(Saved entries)
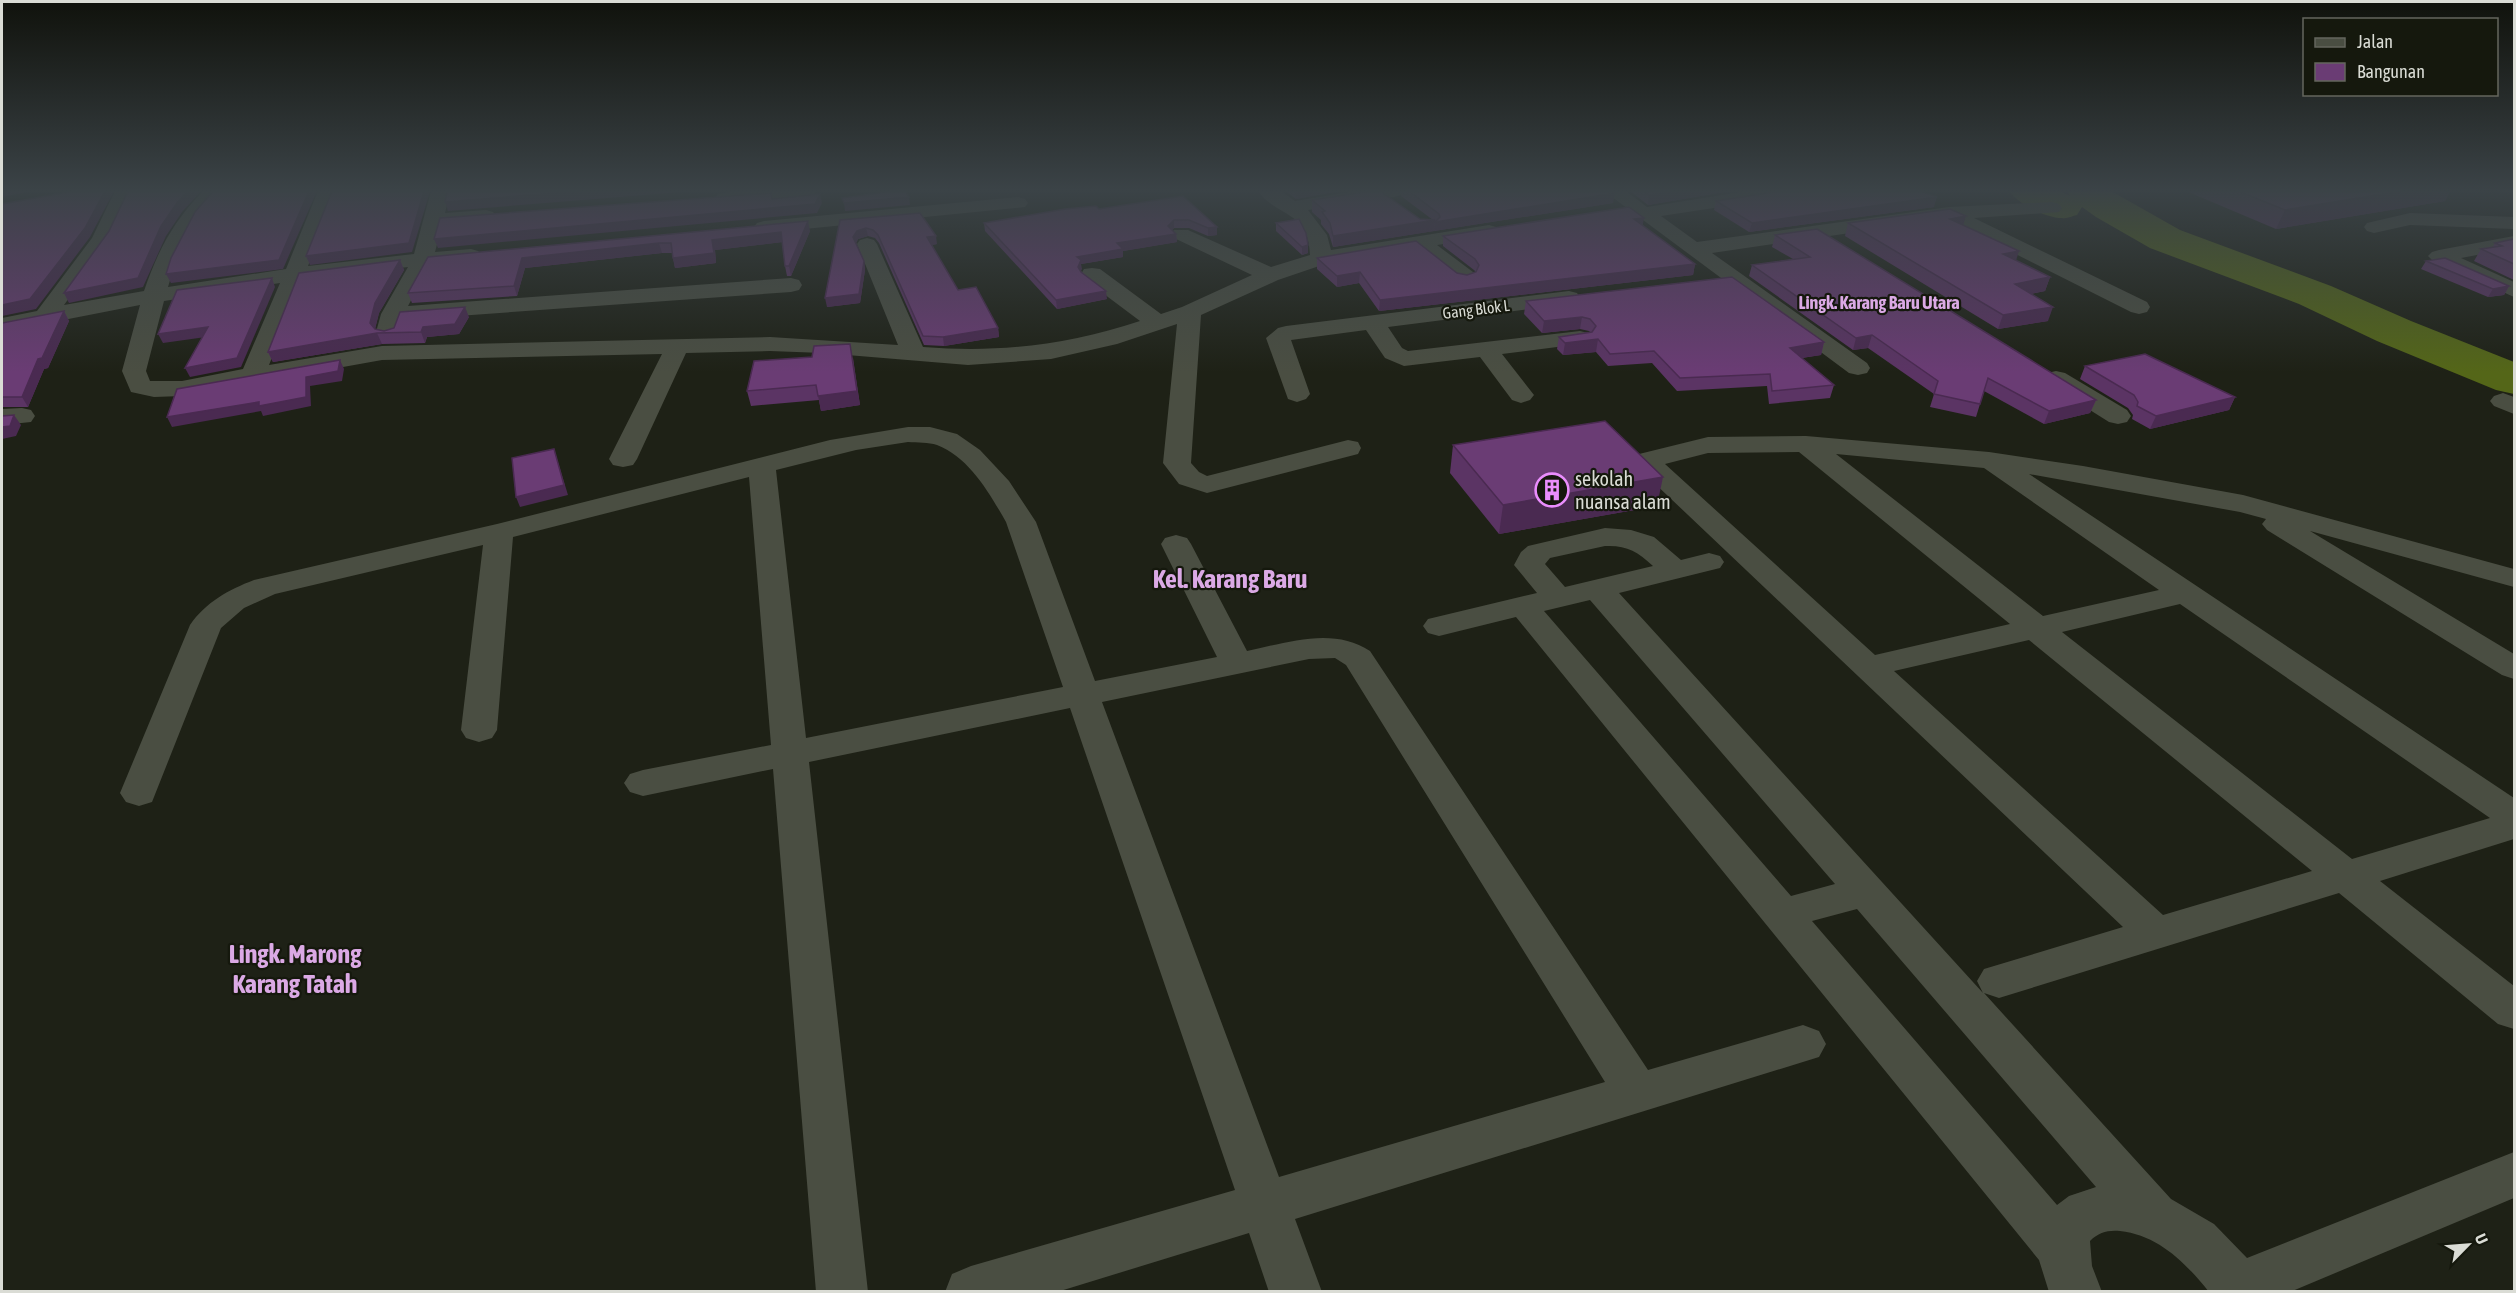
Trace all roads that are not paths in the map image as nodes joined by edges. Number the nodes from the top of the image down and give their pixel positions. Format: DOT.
graph roads {
  1 [pos="93,251"];
  2 [pos="171,251"];
  3 [pos="302,251"];
  4 [pos="425,251"];
  5 [pos="870,251"];
  6 [pos="1219,251"];
  7 [pos="1320,251"];
  8 [pos="1362,251"];
  9 [pos="1432,251"];
  10 [pos="1697,251"];
  11 [pos="2026,251"];
  12 [pos="2460,251"];
  13 [pos="495,253"];
  14 [pos="1321,258"];
  15 [pos="423,259"];
  16 [pos="292,274"];
  17 [pos="1092,274"];
  18 [pos="1270,275"];
  19 [pos="1465,277"];
  20 [pos="1734,279"];
  21 [pos="1700,283"];
  22 [pos="791,285"];
  23 [pos="2514,290"];
  24 [pos="155,294"];
  25 [pos="1594,295"];
  26 [pos="2139,308"];
  27 [pos="1190,312"];
  28 [pos="392,314"];
  29 [pos="45,316"];
  30 [pos="1372,321"];
  31 [pos="1158,323"];
  32 [pos="2,325"];
  33 [pos="1580,338"];
  34 [pos="678,345"];
  35 [pos="1485,348"];
  36 [pos="382,353"];
  37 [pos="914,355"];
  38 [pos="2038,367"];
  39 [pos="1858,368"];
  40 [pos="253,375"];
  41 [pos="1297,394"];
  42 [pos="1521,395"];
  43 [pos="2118,416"];
  44 [pos="1806,444"];
  45 [pos="1348,448"];
  46 [pos="623,459"];
  47 [pos="1989,460"];
  48 [pos="762,465"];
  49 [pos="2243,504"];
  50 [pos="499,532"];
  51 [pos="1176,544"];
  52 [pos="1709,561"];
  53 [pos="1675,571"];
  54 [pos="2514,578"];
  55 [pos="1598,589"];
  56 [pos="2186,593"];
  57 [pos="1541,602"];
  58 [pos="1439,626"];
  59 [pos="2036,628"];
  60 [pos="1237,664"];
  61 [pos="1868,667"];
  62 [pos="2514,668"];
  63 [pos="1083,695"];
  64 [pos="479,730"];
  65 [pos="789,753"];
  66 [pos="643,783"];
  67 [pos="139,793"];
  68 [pos="2514,816"];
  69 [pos="2514,825"];
  70 [pos="2346,876"];
  71 [pos="1865,891"];
  72 [pos="1784,914"];
  73 [pos="2157,934"];
  74 [pos="1999,981"];
  75 [pos="2514,1011"];
  76 [pos="1803,1044"];
  77 [pos="1638,1094"];
  78 [pos="2514,1175"];
  79 [pos="1264,1203"];
  80 [pos="2154,1216"];
  81 [pos="2070,1271"];
  82 [pos="2237,1290"];
  83 [pos="842,1292"];
  84 [pos="971,1292"];
  85 [pos="1296,1292"];
  1 -- 29 [label="street"];
  2 -- 24 [label="street"];
  3 -- 16 [label="street"];
  4 -- 15 [label="street"];
  5 -- 37 [label="street"];
  6 -- 18 [label="street"];
  7 -- 14 [label="street"];
  8 -- 14 [label="street"];
  9 -- 19 [label="street"];
  10 -- 20 [label="street"];
  11 -- 26 [label="street"];
  12 -- 23 [label="street"];
  13 -- 15 [label="street"];
  14 -- 18 [label="street"];
  15 -- 16 [label="street"];
  15 -- 28 [label="street"];
  16 -- 24 [label="street"];
  16 -- 40 [label="street"];
  17 -- 31 [label="street"];
  18 -- 27 [label="street"];
  20 -- 21 [label="street"];
  20 -- 39 [label="street"];
  22 -- 28 [label="street"];
  24 -- 29 [label="street"];
  24 -- 40 [label="street"];
  25 -- 30 [label="street, Gang Blok L"];
  27 -- 31 [label="street"];
  27 -- 45 [label="street"];
  28 -- 36 [label="street"];
  29 -- 32 [label="street"];
  30 -- 35 [label="street"];
  30 -- 41 [label="street, Gang Blok L"];
  31 -- 37 [label="street"];
  33 -- 35 [label="street"];
  34 -- 36 [label="street"];
  34 -- 37 [label="street"];
  34 -- 46 [label="street"];
  35 -- 42 [label="street"];
  36 -- 40 [label="street"];
  38 -- 43 [label="street"];
  44 -- 47 [label="street"];
  44 -- 59 [label="street"];
  44 -- 61 [label="street"];
  47 -- 49 [label="street"];
  47 -- 56 [label="street"];
  48 -- 50 [label="street"];
  48 -- 63 [label="street"];
  48 -- 65 [label="street"];
  49 -- 54 [label="street"];
  49 -- 62 [label="street"];
  50 -- 64 [label="street"];
  50 -- 67 [label="street"];
  51 -- 60 [label="street"];
  52 -- 53 [label="street"];
  53 -- 55 [label="street"];
  53 -- 57 [label="street"];
  55 -- 57 [label="street"];
  55 -- 71 [label="street"];
  56 -- 59 [label="street"];
  56 -- 68 [label="street"];
  57 -- 58 [label="street"];
  57 -- 72 [label="street"];
  59 -- 61 [label="street"];
  59 -- 70 [label="street"];
  60 -- 63 [label="street"];
  60 -- 77 [label="street"];
  61 -- 73 [label="street"];
  63 -- 65 [label="street"];
  63 -- 79 [label="street"];
  65 -- 66 [label="street"];
  65 -- 83 [label="street"];
  69 -- 70 [label="street"];
  70 -- 73 [label="street"];
  70 -- 75 [label="street"];
  71 -- 72 [label="street"];
  71 -- 80 [label="street"];
  72 -- 81 [label="street"];
  73 -- 74 [label="street"];
  76 -- 77 [label="street"];
  77 -- 79 [label="street"];
  78 -- 82 [label="street"];
  79 -- 84 [label="street"];
  79 -- 85 [label="street"];
  80 -- 81 [label="street"];
  80 -- 82 [label="street"];
}
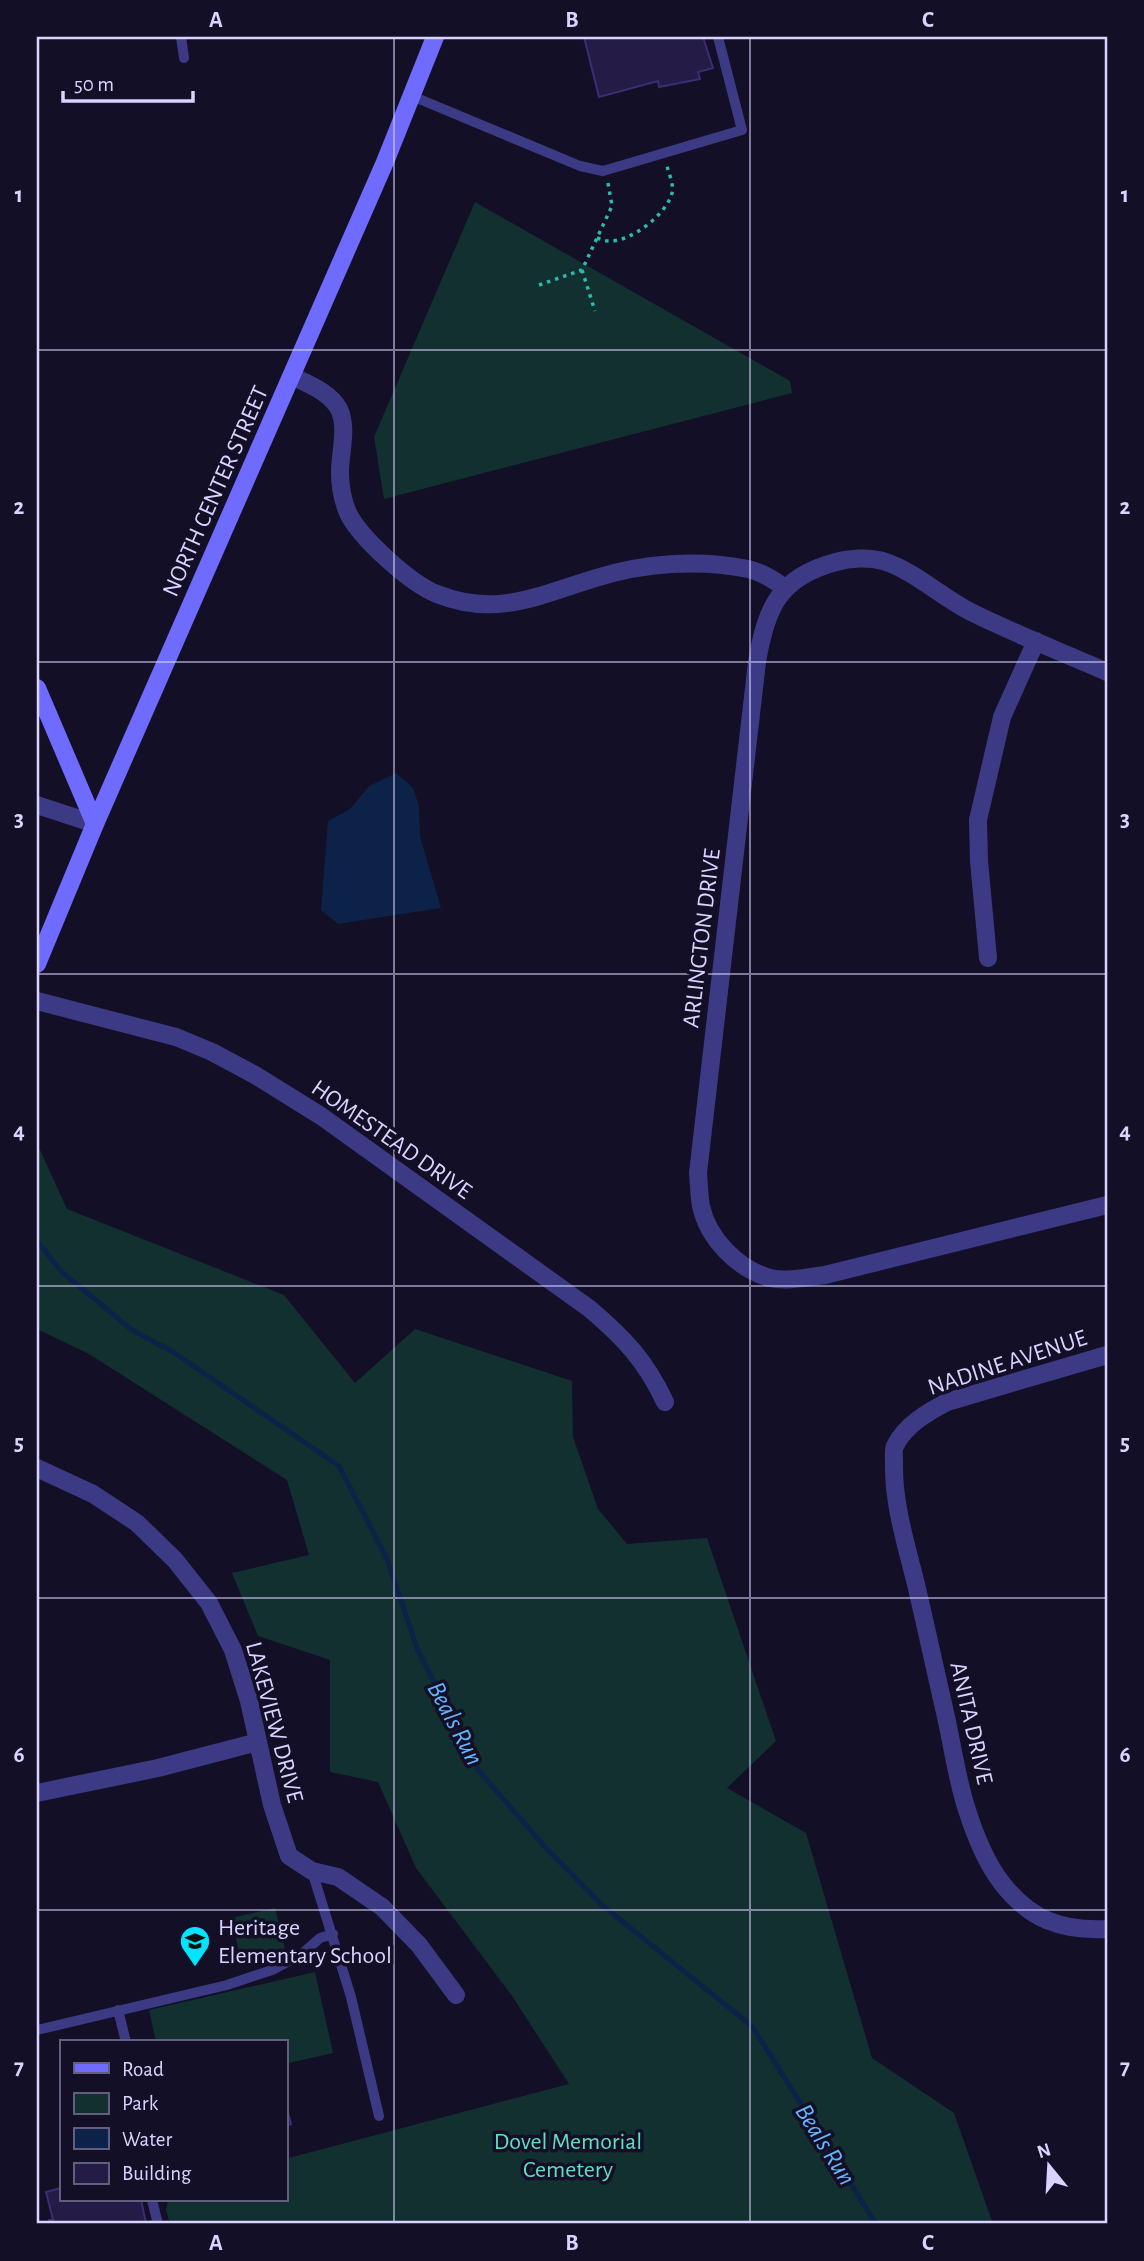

**WHAT YOU NEED TO DO:** Take the entries shown above and quote them verbatim, passing over the pictures.

**REPLY:**
Trace all roads that are not paths in the map image as nodes joined by edges. Number the nodes from the top of the image down and give their pixel positions. Format: DOT.
graph roads {
  1 [pos="93,251"];
  2 [pos="171,251"];
  3 [pos="302,251"];
  4 [pos="425,251"];
  5 [pos="870,251"];
  6 [pos="1219,251"];
  7 [pos="1320,251"];
  8 [pos="1362,251"];
  9 [pos="1432,251"];
  10 [pos="1697,251"];
  11 [pos="2026,251"];
  12 [pos="2460,251"];
  13 [pos="495,253"];
  14 [pos="1321,258"];
  15 [pos="423,259"];
  16 [pos="292,274"];
  17 [pos="1092,274"];
  18 [pos="1270,275"];
  19 [pos="1465,277"];
  20 [pos="1734,279"];
  21 [pos="1700,283"];
  22 [pos="791,285"];
  23 [pos="2514,290"];
  24 [pos="155,294"];
  25 [pos="1594,295"];
  26 [pos="2139,308"];
  27 [pos="1190,312"];
  28 [pos="392,314"];
  29 [pos="45,316"];
  30 [pos="1372,321"];
  31 [pos="1158,323"];
  32 [pos="2,325"];
  33 [pos="1580,338"];
  34 [pos="678,345"];
  35 [pos="1485,348"];
  36 [pos="382,353"];
  37 [pos="914,355"];
  38 [pos="2038,367"];
  39 [pos="1858,368"];
  40 [pos="253,375"];
  41 [pos="1297,394"];
  42 [pos="1521,395"];
  43 [pos="2118,416"];
  44 [pos="1806,444"];
  45 [pos="1348,448"];
  46 [pos="623,459"];
  47 [pos="1989,460"];
  48 [pos="762,465"];
  49 [pos="2243,504"];
  50 [pos="499,532"];
  51 [pos="1176,544"];
  52 [pos="1709,561"];
  53 [pos="1675,571"];
  54 [pos="2514,578"];
  55 [pos="1598,589"];
  56 [pos="2186,593"];
  57 [pos="1541,602"];
  58 [pos="1439,626"];
  59 [pos="2036,628"];
  60 [pos="1237,664"];
  61 [pos="1868,667"];
  62 [pos="2514,668"];
  63 [pos="1083,695"];
  64 [pos="479,730"];
  65 [pos="789,753"];
  66 [pos="643,783"];
  67 [pos="139,793"];
  68 [pos="2514,816"];
  69 [pos="2514,825"];
  70 [pos="2346,876"];
  71 [pos="1865,891"];
  72 [pos="1784,914"];
  73 [pos="2157,934"];
  74 [pos="1999,981"];
  75 [pos="2514,1011"];
  76 [pos="1803,1044"];
  77 [pos="1638,1094"];
  78 [pos="2514,1175"];
  79 [pos="1264,1203"];
  80 [pos="2154,1216"];
  81 [pos="2070,1271"];
  82 [pos="2237,1290"];
  83 [pos="842,1292"];
  84 [pos="971,1292"];
  85 [pos="1296,1292"];
  1 -- 29 [label="street"];
  2 -- 24 [label="street"];
  3 -- 16 [label="street"];
  4 -- 15 [label="street"];
  5 -- 37 [label="street"];
  6 -- 18 [label="street"];
  7 -- 14 [label="street"];
  8 -- 14 [label="street"];
  9 -- 19 [label="street"];
  10 -- 20 [label="street"];
  11 -- 26 [label="street"];
  12 -- 23 [label="street"];
  13 -- 15 [label="street"];
  14 -- 18 [label="street"];
  15 -- 16 [label="street"];
  15 -- 28 [label="street"];
  16 -- 24 [label="street"];
  16 -- 40 [label="street"];
  17 -- 31 [label="street"];
  18 -- 27 [label="street"];
  20 -- 21 [label="street"];
  20 -- 39 [label="street"];
  22 -- 28 [label="street"];
  24 -- 29 [label="street"];
  24 -- 40 [label="street"];
  25 -- 30 [label="street, Gang Blok L"];
  27 -- 31 [label="street"];
  27 -- 45 [label="street"];
  28 -- 36 [label="street"];
  29 -- 32 [label="street"];
  30 -- 35 [label="street"];
  30 -- 41 [label="street, Gang Blok L"];
  31 -- 37 [label="street"];
  33 -- 35 [label="street"];
  34 -- 36 [label="street"];
  34 -- 37 [label="street"];
  34 -- 46 [label="street"];
  35 -- 42 [label="street"];
  36 -- 40 [label="street"];
  38 -- 43 [label="street"];
  44 -- 47 [label="street"];
  44 -- 59 [label="street"];
  44 -- 61 [label="street"];
  47 -- 49 [label="street"];
  47 -- 56 [label="street"];
  48 -- 50 [label="street"];
  48 -- 63 [label="street"];
  48 -- 65 [label="street"];
  49 -- 54 [label="street"];
  49 -- 62 [label="street"];
  50 -- 64 [label="street"];
  50 -- 67 [label="street"];
  51 -- 60 [label="street"];
  52 -- 53 [label="street"];
  53 -- 55 [label="street"];
  53 -- 57 [label="street"];
  55 -- 57 [label="street"];
  55 -- 71 [label="street"];
  56 -- 59 [label="street"];
  56 -- 68 [label="street"];
  57 -- 58 [label="street"];
  57 -- 72 [label="street"];
  59 -- 61 [label="street"];
  59 -- 70 [label="street"];
  60 -- 63 [label="street"];
  60 -- 77 [label="street"];
  61 -- 73 [label="street"];
  63 -- 65 [label="street"];
  63 -- 79 [label="street"];
  65 -- 66 [label="street"];
  65 -- 83 [label="street"];
  69 -- 70 [label="street"];
  70 -- 73 [label="street"];
  70 -- 75 [label="street"];
  71 -- 72 [label="street"];
  71 -- 80 [label="street"];
  72 -- 81 [label="street"];
  73 -- 74 [label="street"];
  76 -- 77 [label="street"];
  77 -- 79 [label="street"];
  78 -- 82 [label="street"];
  79 -- 84 [label="street"];
  79 -- 85 [label="street"];
  80 -- 81 [label="street"];
  80 -- 82 [label="street"];
}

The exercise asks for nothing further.